Presidente Bruno, il progetto “MateraWelfare” rappresenta un’esperienza davvero interessante in particolare perché si rivolge ai bambini e ai ragazzi al di sotto dei 13 anni, una fascia molto colpita dalle conseguenze dell’emergenza Coronavirus. Può spiegarci cosa prevede il progetto avviato a Matera? Come mai CGM ha voluto investire risorse ed energie proprio in questo momento e proprio con misure rivolte a bambini e ragazzi?

L’infrastrutturazione digitale dell’offerta di welfare è un progetto che il Gruppo Cooperativo CGM porta avanti da diverso tempo, a partire da una impostazione di tipo aziendale ma con finalità molteplici: da un lato, vogliamo costruire insieme alla nostra rete una mappa il più possibile completa dei servizi che assicuriamo ad ogni latitudine del Paese, facendo esprimere le innovazioni e specificità territoriali, cercando di farle incontrare, di trovare terreni comuni di dialogo, di innescare scintille virtuose di collaborazione.
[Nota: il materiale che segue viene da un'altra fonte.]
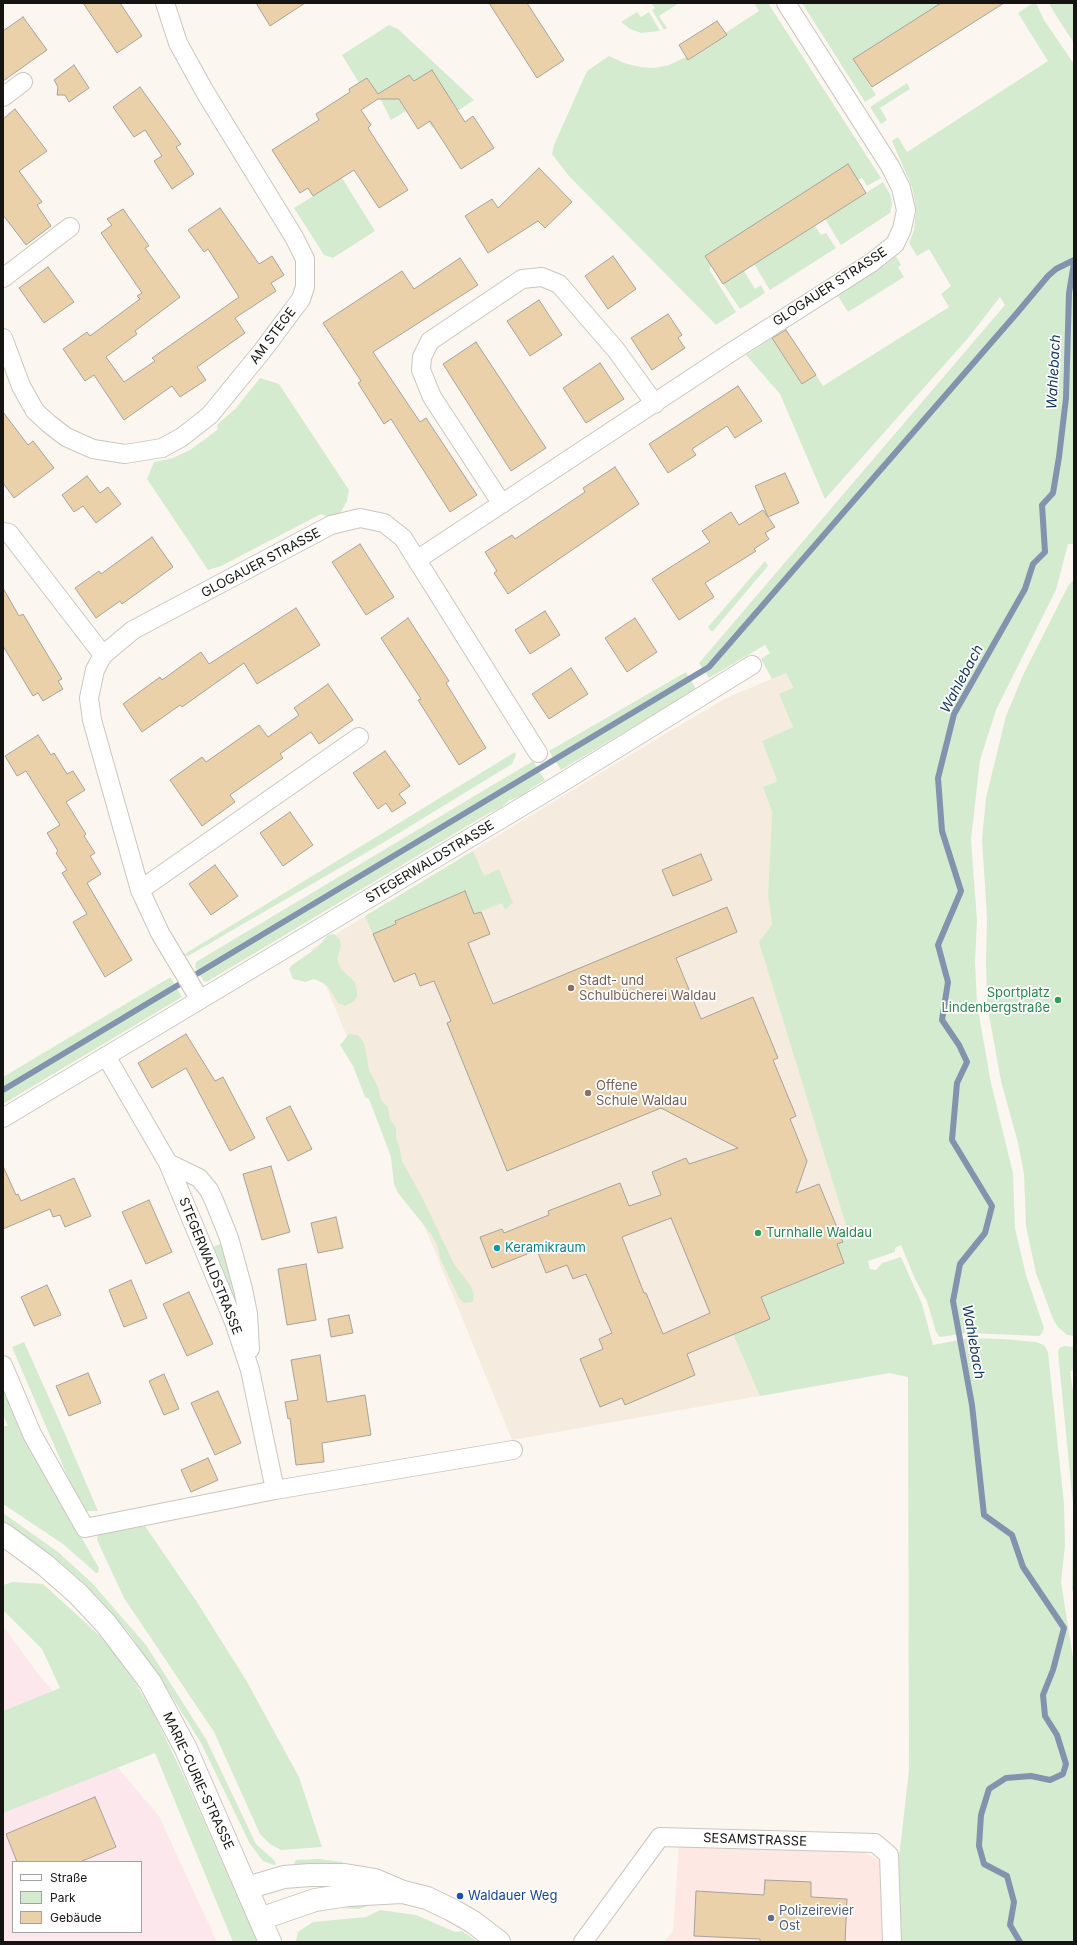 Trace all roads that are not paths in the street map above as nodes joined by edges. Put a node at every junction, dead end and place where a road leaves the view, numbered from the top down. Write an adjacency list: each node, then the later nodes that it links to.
1 (165, 3): 7 (street, AM STEGE)
2 (786, 3): 8 (street, GLOGAUER STRASSE)
3 (23, 82): 4 (street)
4 (3, 97)
5 (70, 228): 6 (street)
6 (3, 278)
7 (3, 338)
8 (655, 404): 9 (street, GLOGAUER STRASSE); 9 (street)
9 (502, 504): 11 (street, GLOGAUER STRASSE)
10 (3, 532): 12 (street)
11 (418, 559): 12 (street, GLOGAUER STRASSE); 15 (street, GLOGAUER STRASSE)
12 (102, 655): 16 (street, GLOGAUER STRASSE)
13 (752, 665): 17 (street, STEGERWALDSTRASSE)
14 (358, 737): 16 (street)
15 (538, 753)
16 (140, 890): 17 (street, GLOGAUER STRASSE)
17 (192, 987): 18 (street, STEGERWALDSTRASSE)
18 (106, 1056): 19 (street, STEGERWALDSTRASSE); 20 (street, STEGERWALDSTRASSE)
19 (3, 1118)
20 (168, 1163): 22 (street, STEGERWALDSTRASSE); 22 (street, STEGERWALDSTRASSE)
21 (3, 1365): 24 (street)
22 (250, 1370): 24 (street, STEGERWALDSTRASSE)
23 (513, 1450): 24 (street)
24 (275, 1490)
25 (3, 1534): 26 (street, MARIE-CURIE-STRASSE)
26 (247, 1888): 27 (street); 28 (street, MARIE-CURIE-STRASSE)
27 (403, 1892): 28 (street); 30 (street)
28 (260, 1919): 29 (street)
29 (270, 1942)
30 (499, 1942)
31 (583, 1942): 32 (street, SESAMSTRASSE)
32 (892, 1942)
Dall’altro, si vuole consegnare questa mappa ai nostri interlocutori principali, le comunità di persone che incontriamo nel quotidiano, perché possano orientarsi nell’ampia disponibilità di risposte che il privato sociale è in grado di proporre e che troppo spesso, invece, restano circoscritte ad una ristretta platea di stakeholder, o sottoutilizzate all'interno di mercati più tradizionali.

La nuova piattaforma MateraWelfare, a cura del Consorzio lucano La Città Essenziale, nasce grazie alla prima sperimentazione del Consorzio Il Filo da Tessere nel comune di Biella. Nei fatti porta in Basilicata un’offerta di welfare evoluta e capace di intercettare direttamente la domanda di servizi di “child care”, due caratteristiche che con l’emergenza coronavirus sono diventate sempre più rilevanti.

Quando lo scorso 4 marzo è stata disposta la sospensione delle attività didattico-educative di ogni ordine e grado, è stato subito evidente il rischio di dispersione - in tutti i sensi - che la diffusione dell’epidemia, lungi dall’essere risolta in tempi brevi, avrebbe causato per gli studenti e le famiglie. Ma la Scuola e l'Università hanno nel Ministero dell’Istruzione l’ombrello per contemperare cambi di programma delicati e complessi come questo. I servizi alla Prima Infanzia, invece, pur rivolgendosi a una fascia d’età più vulnerabile e impreparata ad elaborare improvvise rotture e senso di abbandono, sono prevalentemente appannaggio del privato sociale e per questo la loro forza di reazione è strettamente legata alla maggiore o minore capacità imprenditoriale di far fronte a una crisi che, di fatto, non ha precedenti nella storia del nostro Paese.

A Matera, come in molte altre regioni, la gran parte delle nostre cooperative è impegnata in servizi all’infanzia e all’adolescenza: è stato il loro radicamento nella comunità locale, il rapporto orizzontale con le famiglie e l’importante legame di cura instaurato con i loro piccoli a stimolare l’urgenza di una risposta rapida e concreta al vuoto creato dall’improvviso distanziamento sociale.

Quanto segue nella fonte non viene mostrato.